A SNAPSHOT is not a release and ideally should never be spoken off outside the immediate team and even then you need to explain what a SNAPSHOT does and does not yet do and what are the restrictions on its use and where it does not respect the specifications. Or you can just let the other team members curse you out when they spend hours trying to find out why their software does not work when they use your SNAPSHOTs.

SNAPSHOTS are very useful but version 1.3.5.6 is not the same as 1.3.5.6-SNAPSHOT.
One comes with a warranty and the other comes with a warning.


The 'released' version of a component is the last build number that
component is built with. Once a component has been 'released' it cannot be
built as a new version; the rest of the version number needs to be
incremented. This is somewhat like Maven's release process except that we do
not want to renumber or rebuild the components for release; integration and
system tests will reveal when a project (and its constituent components) are
ready for release, and we're not going to re-run the entire test suite on a
functionally identical build. It would be nice to protect a 'released'
component from being rebuilt but that's hardly mandatory.

Nexus will prevent you from redeploying the same release so you have some protection. In Maven, releases are immutable. If you follow best practices with your POM and stay away from such evils as "Version Ranges", your builds are repeatable.
Never build a release with SNAPSHOT - there lies the road to damnation!

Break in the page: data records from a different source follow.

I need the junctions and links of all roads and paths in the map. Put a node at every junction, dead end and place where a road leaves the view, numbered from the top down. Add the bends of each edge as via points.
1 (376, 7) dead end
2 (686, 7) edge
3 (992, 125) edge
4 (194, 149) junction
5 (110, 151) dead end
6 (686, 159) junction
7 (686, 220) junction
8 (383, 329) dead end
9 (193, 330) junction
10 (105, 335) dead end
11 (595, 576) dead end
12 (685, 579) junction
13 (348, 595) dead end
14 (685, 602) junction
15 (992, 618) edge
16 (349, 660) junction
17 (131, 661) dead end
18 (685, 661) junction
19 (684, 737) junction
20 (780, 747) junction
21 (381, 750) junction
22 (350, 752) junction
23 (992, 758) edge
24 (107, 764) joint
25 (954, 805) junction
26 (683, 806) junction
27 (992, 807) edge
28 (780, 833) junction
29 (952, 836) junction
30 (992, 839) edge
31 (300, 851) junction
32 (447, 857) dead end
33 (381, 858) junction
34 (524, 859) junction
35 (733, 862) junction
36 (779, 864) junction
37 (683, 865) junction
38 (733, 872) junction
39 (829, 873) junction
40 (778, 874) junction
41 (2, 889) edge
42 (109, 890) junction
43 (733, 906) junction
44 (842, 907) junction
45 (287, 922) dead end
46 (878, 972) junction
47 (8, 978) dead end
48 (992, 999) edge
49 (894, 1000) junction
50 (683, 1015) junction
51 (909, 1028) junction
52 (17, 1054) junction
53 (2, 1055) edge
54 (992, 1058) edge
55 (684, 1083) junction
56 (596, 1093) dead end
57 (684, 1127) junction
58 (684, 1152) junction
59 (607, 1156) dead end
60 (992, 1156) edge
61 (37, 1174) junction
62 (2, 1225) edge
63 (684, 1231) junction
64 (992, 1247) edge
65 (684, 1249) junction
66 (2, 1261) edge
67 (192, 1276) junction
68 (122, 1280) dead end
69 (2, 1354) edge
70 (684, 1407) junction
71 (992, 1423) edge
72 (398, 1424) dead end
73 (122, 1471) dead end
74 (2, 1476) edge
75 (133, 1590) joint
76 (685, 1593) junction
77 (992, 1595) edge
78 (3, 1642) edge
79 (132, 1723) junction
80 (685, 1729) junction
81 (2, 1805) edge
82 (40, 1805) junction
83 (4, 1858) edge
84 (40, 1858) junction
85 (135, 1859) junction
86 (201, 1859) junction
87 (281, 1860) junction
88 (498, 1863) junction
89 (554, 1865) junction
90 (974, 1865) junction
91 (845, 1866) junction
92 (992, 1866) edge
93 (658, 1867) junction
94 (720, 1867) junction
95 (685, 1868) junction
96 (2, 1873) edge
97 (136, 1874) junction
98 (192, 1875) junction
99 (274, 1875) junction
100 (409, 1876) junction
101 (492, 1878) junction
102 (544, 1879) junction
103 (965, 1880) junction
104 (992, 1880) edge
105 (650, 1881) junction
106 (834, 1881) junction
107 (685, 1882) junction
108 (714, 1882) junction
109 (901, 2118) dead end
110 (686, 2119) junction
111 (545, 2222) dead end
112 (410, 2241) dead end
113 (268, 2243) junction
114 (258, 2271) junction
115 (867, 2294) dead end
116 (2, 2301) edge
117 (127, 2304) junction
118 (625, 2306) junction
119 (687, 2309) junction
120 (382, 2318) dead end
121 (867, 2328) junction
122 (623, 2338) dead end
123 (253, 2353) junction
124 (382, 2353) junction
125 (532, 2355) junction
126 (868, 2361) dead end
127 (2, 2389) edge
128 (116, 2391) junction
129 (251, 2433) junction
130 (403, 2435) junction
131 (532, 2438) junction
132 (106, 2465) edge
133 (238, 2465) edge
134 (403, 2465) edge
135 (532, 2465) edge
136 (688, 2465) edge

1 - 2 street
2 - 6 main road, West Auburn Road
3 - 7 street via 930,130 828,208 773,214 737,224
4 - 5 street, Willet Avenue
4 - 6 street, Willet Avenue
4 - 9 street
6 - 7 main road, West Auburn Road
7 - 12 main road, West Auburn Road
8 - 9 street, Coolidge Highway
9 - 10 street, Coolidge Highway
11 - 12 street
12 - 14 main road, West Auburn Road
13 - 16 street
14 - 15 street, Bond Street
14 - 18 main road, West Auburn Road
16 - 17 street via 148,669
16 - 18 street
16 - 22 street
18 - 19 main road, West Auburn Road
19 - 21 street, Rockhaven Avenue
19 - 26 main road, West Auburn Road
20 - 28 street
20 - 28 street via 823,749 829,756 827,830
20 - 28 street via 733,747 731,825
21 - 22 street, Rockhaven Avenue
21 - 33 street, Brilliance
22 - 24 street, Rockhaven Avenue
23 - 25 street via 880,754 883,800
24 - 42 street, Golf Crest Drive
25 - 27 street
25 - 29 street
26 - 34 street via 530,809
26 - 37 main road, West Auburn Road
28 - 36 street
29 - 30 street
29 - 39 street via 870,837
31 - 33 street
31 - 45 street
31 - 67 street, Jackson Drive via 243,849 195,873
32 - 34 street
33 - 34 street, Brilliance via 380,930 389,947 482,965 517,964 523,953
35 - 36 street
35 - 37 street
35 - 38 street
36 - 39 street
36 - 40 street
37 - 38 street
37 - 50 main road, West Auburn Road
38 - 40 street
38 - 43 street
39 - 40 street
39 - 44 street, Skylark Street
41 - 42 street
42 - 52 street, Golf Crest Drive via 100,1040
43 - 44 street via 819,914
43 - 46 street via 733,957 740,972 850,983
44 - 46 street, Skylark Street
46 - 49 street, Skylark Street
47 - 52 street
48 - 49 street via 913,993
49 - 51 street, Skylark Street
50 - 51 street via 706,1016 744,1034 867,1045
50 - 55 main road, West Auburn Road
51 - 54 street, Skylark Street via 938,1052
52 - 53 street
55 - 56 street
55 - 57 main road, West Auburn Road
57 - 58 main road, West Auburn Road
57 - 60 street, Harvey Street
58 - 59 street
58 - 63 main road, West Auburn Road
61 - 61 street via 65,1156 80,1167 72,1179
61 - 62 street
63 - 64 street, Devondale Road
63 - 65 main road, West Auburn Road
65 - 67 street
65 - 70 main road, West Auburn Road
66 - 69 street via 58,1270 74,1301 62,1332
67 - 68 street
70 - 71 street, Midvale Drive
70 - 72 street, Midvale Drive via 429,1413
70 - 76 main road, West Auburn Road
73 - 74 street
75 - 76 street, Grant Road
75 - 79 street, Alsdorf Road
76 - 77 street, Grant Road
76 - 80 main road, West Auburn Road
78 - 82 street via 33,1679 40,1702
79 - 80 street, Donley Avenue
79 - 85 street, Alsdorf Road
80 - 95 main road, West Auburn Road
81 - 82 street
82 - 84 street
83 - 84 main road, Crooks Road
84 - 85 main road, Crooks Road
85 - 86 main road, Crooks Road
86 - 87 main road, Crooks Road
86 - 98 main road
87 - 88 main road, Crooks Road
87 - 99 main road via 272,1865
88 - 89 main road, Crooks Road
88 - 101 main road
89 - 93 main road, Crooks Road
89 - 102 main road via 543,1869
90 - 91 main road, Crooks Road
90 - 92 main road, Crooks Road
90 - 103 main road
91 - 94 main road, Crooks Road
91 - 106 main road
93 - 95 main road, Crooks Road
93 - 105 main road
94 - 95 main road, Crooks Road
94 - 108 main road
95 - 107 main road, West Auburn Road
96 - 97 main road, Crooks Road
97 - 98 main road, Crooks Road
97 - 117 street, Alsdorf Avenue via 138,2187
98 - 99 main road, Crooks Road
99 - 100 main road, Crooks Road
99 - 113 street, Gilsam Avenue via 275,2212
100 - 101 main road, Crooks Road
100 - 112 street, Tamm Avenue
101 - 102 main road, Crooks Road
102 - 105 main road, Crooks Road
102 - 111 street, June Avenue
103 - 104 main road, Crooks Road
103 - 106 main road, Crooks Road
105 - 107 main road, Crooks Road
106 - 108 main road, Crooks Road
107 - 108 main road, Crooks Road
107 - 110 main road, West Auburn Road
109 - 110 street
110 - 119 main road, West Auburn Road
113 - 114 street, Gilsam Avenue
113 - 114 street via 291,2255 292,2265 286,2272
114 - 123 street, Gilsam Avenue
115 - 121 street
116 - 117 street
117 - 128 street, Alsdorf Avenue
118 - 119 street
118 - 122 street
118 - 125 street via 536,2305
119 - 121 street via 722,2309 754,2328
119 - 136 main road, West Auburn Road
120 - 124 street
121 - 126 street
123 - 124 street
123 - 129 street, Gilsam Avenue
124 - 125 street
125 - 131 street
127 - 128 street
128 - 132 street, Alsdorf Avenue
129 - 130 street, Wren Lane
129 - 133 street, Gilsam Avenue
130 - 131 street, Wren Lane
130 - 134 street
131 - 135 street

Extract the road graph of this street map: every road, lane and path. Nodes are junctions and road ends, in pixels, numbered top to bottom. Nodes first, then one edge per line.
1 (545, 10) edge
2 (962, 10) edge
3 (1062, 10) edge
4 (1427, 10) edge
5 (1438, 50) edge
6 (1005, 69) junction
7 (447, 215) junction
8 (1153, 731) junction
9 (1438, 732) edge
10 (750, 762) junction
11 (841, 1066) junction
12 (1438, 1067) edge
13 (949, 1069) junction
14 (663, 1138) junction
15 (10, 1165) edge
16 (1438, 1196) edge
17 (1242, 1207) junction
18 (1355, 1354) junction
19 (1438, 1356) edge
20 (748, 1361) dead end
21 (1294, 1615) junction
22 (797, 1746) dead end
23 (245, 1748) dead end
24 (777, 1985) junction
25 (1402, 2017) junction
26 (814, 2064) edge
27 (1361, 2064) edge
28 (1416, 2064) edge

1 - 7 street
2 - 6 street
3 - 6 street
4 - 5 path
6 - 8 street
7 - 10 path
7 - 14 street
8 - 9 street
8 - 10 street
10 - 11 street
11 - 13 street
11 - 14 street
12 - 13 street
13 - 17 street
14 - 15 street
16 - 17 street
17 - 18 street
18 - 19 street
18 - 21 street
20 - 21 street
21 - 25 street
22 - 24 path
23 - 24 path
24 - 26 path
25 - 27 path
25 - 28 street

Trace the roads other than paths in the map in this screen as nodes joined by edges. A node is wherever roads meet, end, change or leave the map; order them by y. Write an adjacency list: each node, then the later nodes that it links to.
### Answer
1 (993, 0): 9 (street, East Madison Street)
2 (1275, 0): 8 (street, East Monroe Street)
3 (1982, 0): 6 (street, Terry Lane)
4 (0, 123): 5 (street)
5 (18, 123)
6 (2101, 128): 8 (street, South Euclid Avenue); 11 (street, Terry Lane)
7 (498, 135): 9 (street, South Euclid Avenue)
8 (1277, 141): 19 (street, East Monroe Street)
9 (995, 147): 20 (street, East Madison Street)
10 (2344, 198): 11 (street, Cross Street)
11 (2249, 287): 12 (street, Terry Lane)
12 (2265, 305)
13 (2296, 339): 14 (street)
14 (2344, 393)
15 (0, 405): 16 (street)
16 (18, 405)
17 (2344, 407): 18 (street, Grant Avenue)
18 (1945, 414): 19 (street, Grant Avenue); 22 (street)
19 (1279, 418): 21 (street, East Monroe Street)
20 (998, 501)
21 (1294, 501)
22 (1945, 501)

Obviously, when a component is built and its build number incremented, all
dependencies need to have their version numbers updated and be rebuilt. It
would be nice if the dependencies could automatically pick up the 'latest'
version of a major.minor.patch dependency version; I understand this can be
done using Maven version ranges.

Bad idea.
Leads to unrepeatable builds.
Make people release dependencies with a warranty.
It is better to use SNAPSHOTs until you are ready to release the top level modules and insist that the lower level dependencies be released first. Everyone keeps their versions at SNAPSHOTs until they warrant it is release quality.
When doing a 'real' build I would like the components to be 'tagged' in
Subversion with the built version numbers and for that tag to reference the
actual set of build dependencies (rather than a version range). Ideally, I'd
have a Subversion style:

Component-name
|- trunk
|- branches
|- |- 1.0.0
|- |- 1.0.1
|- |- 1.1.0
|- tags
|- |- 1.0.0-0
|- |- 1.0.0-1
|- |- 1.0.1-0

Yes. You are right. You can tag SNAPSHOTS but people seldom do.

I would also like to be able to do 'test' builds without tagging; maybe the
tagging should be separate so I can try to build the whole lot to my local
repository, and if the build is successful and all automated tests pass
along the way only then update Nexus and tag in Subversion.
Nexus will handle SNAPSHOTS and you can deploy them as long as your friends are made aware of where you are in terms of functionality and robustness.
What I want, therefore, is a system in which, for a set of top-level
components to be built, it would then evaluate the set of transitive
dependencies of those components as specified in Subversion (not Nexus or
the local repository), work out the complete list of out-of-date components
to build and then build all of those components such that the top-level
components represent the current state of Subversion. Plainly, if the build
is up-to-date with Subversion, nothing should be built.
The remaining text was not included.